- _Description of the task_:
Transcribe every record exactly.

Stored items
+---+

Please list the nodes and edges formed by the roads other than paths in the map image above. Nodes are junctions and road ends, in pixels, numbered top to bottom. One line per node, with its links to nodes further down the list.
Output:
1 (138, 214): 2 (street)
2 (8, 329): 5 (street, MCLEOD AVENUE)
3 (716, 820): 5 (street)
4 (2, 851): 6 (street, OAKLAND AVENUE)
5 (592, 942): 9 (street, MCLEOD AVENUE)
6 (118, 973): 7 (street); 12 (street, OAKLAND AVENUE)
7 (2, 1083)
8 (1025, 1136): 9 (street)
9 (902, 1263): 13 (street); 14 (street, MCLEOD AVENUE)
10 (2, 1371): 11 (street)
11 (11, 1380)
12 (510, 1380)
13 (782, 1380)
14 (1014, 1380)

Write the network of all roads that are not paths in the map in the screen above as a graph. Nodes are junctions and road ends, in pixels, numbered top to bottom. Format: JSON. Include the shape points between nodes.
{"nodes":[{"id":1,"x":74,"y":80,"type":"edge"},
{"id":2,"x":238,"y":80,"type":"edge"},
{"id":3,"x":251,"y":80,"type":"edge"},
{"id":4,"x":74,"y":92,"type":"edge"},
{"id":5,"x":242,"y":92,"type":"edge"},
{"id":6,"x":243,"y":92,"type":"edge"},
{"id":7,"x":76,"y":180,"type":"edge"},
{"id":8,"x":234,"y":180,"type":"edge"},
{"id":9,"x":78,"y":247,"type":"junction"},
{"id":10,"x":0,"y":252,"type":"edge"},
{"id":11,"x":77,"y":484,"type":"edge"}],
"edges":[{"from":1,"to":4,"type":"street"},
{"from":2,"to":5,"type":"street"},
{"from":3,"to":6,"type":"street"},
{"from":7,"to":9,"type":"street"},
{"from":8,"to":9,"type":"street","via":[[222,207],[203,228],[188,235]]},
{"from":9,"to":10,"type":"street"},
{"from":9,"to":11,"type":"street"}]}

+---+

- _Your response_:
Please list the nodes and edges formed by the roads other than paths in the map image above. Nodes are junctions and road ends, in pixels, numbered top to bottom. One line per node, with its links to nodes further down the list.
Output:
1 (138, 214): 2 (street)
2 (8, 329): 5 (street, MCLEOD AVENUE)
3 (716, 820): 5 (street)
4 (2, 851): 6 (street, OAKLAND AVENUE)
5 (592, 942): 9 (street, MCLEOD AVENUE)
6 (118, 973): 7 (street); 12 (street, OAKLAND AVENUE)
7 (2, 1083)
8 (1025, 1136): 9 (street)
9 (902, 1263): 13 (street); 14 (street, MCLEOD AVENUE)
10 (2, 1371): 11 (street)
11 (11, 1380)
12 (510, 1380)
13 (782, 1380)
14 (1014, 1380)

Write the network of all roads that are not paths in the map in the screen above as a graph. Nodes are junctions and road ends, in pixels, numbered top to bottom. Format: JSON. Include the shape points between nodes.
{"nodes":[{"id":1,"x":74,"y":80,"type":"edge"},
{"id":2,"x":238,"y":80,"type":"edge"},
{"id":3,"x":251,"y":80,"type":"edge"},
{"id":4,"x":74,"y":92,"type":"edge"},
{"id":5,"x":242,"y":92,"type":"edge"},
{"id":6,"x":243,"y":92,"type":"edge"},
{"id":7,"x":76,"y":180,"type":"edge"},
{"id":8,"x":234,"y":180,"type":"edge"},
{"id":9,"x":78,"y":247,"type":"junction"},
{"id":10,"x":0,"y":252,"type":"edge"},
{"id":11,"x":77,"y":484,"type":"edge"}],
"edges":[{"from":1,"to":4,"type":"street"},
{"from":2,"to":5,"type":"street"},
{"from":3,"to":6,"type":"street"},
{"from":7,"to":9,"type":"street"},
{"from":8,"to":9,"type":"street","via":[[222,207],[203,228],[188,235]]},
{"from":9,"to":10,"type":"street"},
{"from":9,"to":11,"type":"street"}]}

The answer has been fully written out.